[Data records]
★ ★ ★ ★

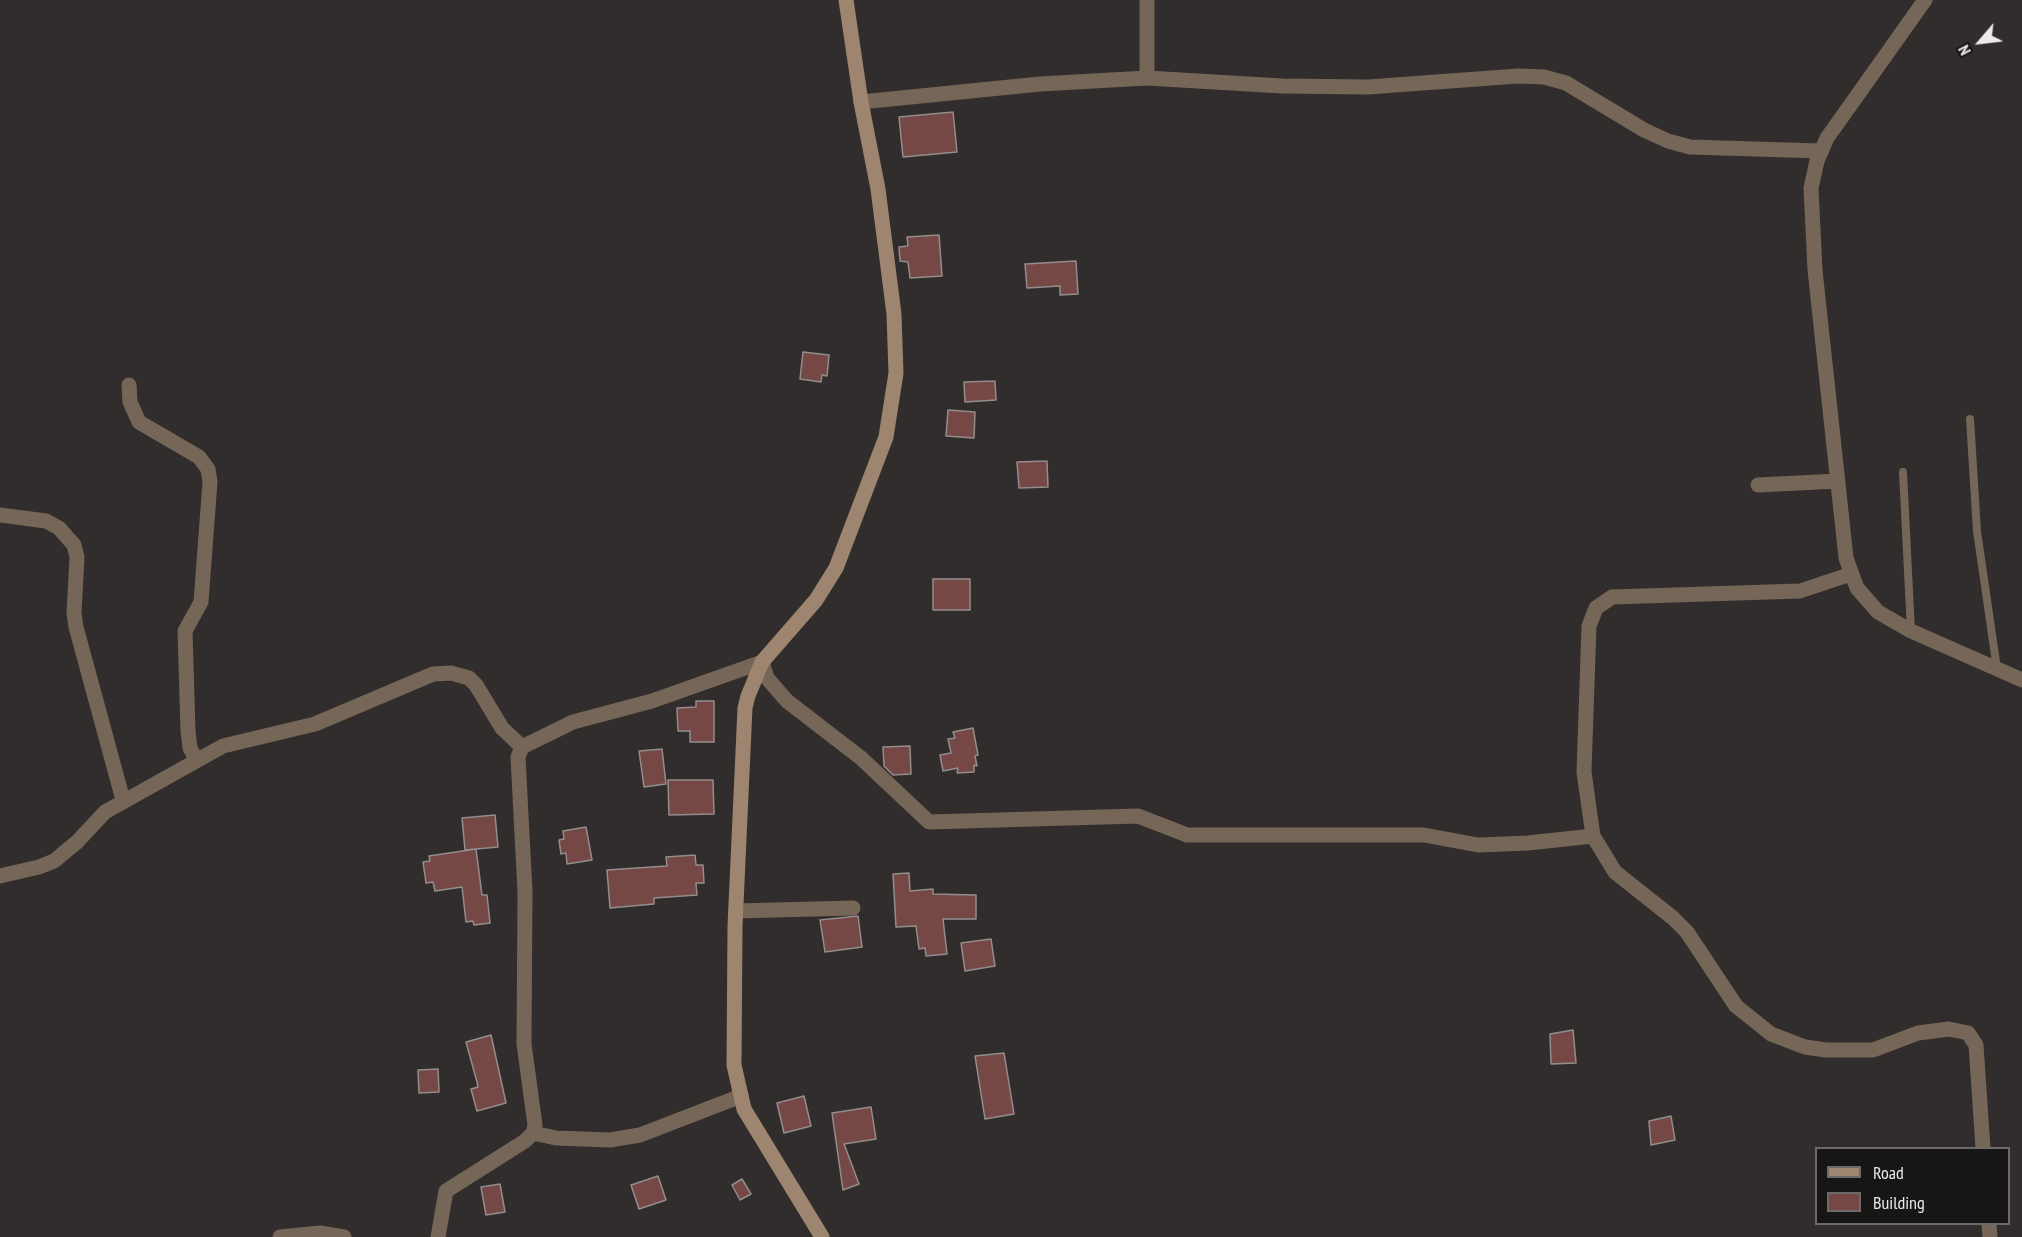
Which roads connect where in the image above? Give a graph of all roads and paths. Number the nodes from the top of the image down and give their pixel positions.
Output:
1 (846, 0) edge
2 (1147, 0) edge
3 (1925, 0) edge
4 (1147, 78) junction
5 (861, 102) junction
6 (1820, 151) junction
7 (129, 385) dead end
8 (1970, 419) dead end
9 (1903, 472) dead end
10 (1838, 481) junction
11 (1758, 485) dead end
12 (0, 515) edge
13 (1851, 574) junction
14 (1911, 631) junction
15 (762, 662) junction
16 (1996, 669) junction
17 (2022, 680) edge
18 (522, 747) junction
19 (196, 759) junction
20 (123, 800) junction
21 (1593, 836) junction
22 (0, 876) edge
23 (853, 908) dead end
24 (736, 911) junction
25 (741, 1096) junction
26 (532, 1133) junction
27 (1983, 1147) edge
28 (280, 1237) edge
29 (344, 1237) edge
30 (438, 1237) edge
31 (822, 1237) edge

★ ★ ★ ★

Leave out the pictures, then copy all the remaining text in the records exactly.

Which roads connect where in the image above? Give a graph of all roads and paths. Number the nodes from the top of the image down and give their pixel positions.
Output:
1 (846, 0) edge
2 (1147, 0) edge
3 (1925, 0) edge
4 (1147, 78) junction
5 (861, 102) junction
6 (1820, 151) junction
7 (129, 385) dead end
8 (1970, 419) dead end
9 (1903, 472) dead end
10 (1838, 481) junction
11 (1758, 485) dead end
12 (0, 515) edge
13 (1851, 574) junction
14 (1911, 631) junction
15 (762, 662) junction
16 (1996, 669) junction
17 (2022, 680) edge
18 (522, 747) junction
19 (196, 759) junction
20 (123, 800) junction
21 (1593, 836) junction
22 (0, 876) edge
23 (853, 908) dead end
24 (736, 911) junction
25 (741, 1096) junction
26 (532, 1133) junction
27 (1983, 1147) edge
28 (280, 1237) edge
29 (344, 1237) edge
30 (438, 1237) edge
31 (822, 1237) edge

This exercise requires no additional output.